L'auteur a une façon bien à lui de partager avec nous son histoire, de nous faire passer par toutes les émotions possibles, la révolte, la peur, la tristesse, la beauté...tout se mêle dans ce roman qui alterne la vie quotidienne de l'équipe, la description extraordinaire des paysages et des éléments, les rêves de Stan, ses souvenirs d'enfance, la violence de son père (qu'il surnomme le Commandant) et des images de sa mère tant aimée, morte trop tôt alors qu'il n'avait que 9 ans. A cela se rajoute son questionnement incessant sur le sens de la vie.
La façon dont l'auteur nous parle de Stan et de son enfance meurtrie, de sa famille, de l'amitié et de l'amour est très émouvante. Nous le voyons enfant se cacher sous les draps, pour échapper aux disputes entre ses parents et à la violence de son père, se laisser harceler par ses camarades de classe, lui l'enfant différent qui n'est pas un homme car il ne sait pas se battre. Mais sait-on se battre et en a-t-on envie surtout, lorsqu'on n'a que six ans.

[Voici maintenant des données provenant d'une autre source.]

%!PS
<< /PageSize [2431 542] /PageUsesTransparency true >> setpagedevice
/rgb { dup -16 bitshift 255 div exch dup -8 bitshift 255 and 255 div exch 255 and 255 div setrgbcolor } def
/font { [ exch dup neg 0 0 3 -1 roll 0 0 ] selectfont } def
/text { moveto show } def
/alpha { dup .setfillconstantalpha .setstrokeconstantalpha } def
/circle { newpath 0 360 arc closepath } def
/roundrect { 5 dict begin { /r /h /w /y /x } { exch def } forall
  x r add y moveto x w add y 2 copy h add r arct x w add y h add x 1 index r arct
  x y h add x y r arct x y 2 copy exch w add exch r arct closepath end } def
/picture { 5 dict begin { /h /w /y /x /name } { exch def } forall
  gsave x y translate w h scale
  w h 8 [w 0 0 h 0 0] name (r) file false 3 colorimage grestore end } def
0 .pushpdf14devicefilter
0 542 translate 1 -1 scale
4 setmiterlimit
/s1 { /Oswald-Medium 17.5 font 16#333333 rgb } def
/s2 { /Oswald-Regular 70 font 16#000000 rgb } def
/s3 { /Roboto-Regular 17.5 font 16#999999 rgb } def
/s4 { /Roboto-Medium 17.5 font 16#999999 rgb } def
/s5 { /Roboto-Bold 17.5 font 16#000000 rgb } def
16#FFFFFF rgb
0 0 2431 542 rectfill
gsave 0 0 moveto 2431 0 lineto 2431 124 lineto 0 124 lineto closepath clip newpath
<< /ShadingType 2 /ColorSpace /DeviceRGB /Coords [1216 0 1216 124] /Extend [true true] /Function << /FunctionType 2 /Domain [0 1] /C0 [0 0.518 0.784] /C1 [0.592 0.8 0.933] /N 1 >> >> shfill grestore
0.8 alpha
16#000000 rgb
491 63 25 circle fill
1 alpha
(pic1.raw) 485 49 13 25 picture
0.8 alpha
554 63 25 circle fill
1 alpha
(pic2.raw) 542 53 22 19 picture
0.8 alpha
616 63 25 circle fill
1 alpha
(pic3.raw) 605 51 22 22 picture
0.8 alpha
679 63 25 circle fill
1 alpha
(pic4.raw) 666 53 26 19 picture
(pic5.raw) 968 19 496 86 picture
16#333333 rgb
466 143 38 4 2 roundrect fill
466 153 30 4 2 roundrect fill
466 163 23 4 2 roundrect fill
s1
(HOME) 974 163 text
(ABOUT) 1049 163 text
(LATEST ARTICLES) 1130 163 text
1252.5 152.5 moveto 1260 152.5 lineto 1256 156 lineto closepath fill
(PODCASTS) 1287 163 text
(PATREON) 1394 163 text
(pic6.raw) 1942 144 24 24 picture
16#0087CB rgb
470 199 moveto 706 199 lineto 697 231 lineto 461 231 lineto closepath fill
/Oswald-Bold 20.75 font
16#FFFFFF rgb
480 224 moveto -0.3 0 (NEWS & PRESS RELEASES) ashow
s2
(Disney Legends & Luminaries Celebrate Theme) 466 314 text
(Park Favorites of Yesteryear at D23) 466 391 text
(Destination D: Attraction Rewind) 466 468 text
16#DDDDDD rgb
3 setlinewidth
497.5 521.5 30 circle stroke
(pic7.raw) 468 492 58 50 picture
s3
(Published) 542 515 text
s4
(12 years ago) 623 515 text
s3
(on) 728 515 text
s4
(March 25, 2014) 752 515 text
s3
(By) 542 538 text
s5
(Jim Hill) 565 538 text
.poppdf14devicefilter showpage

La description physique des personnages est incroyable et en peu de mots au travers des événements, nous faisons le tour de leur personnalité et découvrons leur solitude et la violence tapie en chacun d'entre eux.
J'aime le style simple de l'auteur, ses mots qui titillent notre imagination tellement ils sont évocateurs, mais toujours percutants. Il nous plonge dans une ambiance de plus en plus réaliste et angoissante. Car la montagne ne leur fera pas de cadeaux, vous vous en doutez.
Beaucoup de poésie se dégage de ce récit qui prend aux tripes et s'intensifie au cours de l'histoire jusqu'à nous offrir une fin magnifique et marquante.
C'est un livre fort que j'ai beaucoup aimé comme les deux précédents de l'auteur. Un auteur à suivre assurément...
J'acquiesçai, il fallait toujours acquiescer quand on entendait "pas vrai ?". Le Commandant me fixait, penché sur la table comme sur un billot.
- Tu serais pas allé raconter nos histoires à n'importe qui, par hasard ? A l'école ? Au cureton ?
- Non.
- Je veux dire, on est des gens biens. Peut-être pas parfaits, personne l'est. Ça arrive que quelqu'un se cogne, hein ? Trois bleus ça intéresse personne tant que c'est juste des bleus, tu piges ?
La déception immédiate est une chose. Mais ma tristesse vient de plus loin. Elle vient du gamin qui, un jour, décida de devenir paléontologue. Pas par goût de l'aventure. Pas pour la célébrité, ou la gloire- même si ces dernières feraient bien mes affaires. Pas davantage pour la reconnaissance de ses pairs, ou l'enrichissement, ça non ! Non, on devient paléontologue parce qu'on aime les histoires. Pour en raconter à soi, et aux autres.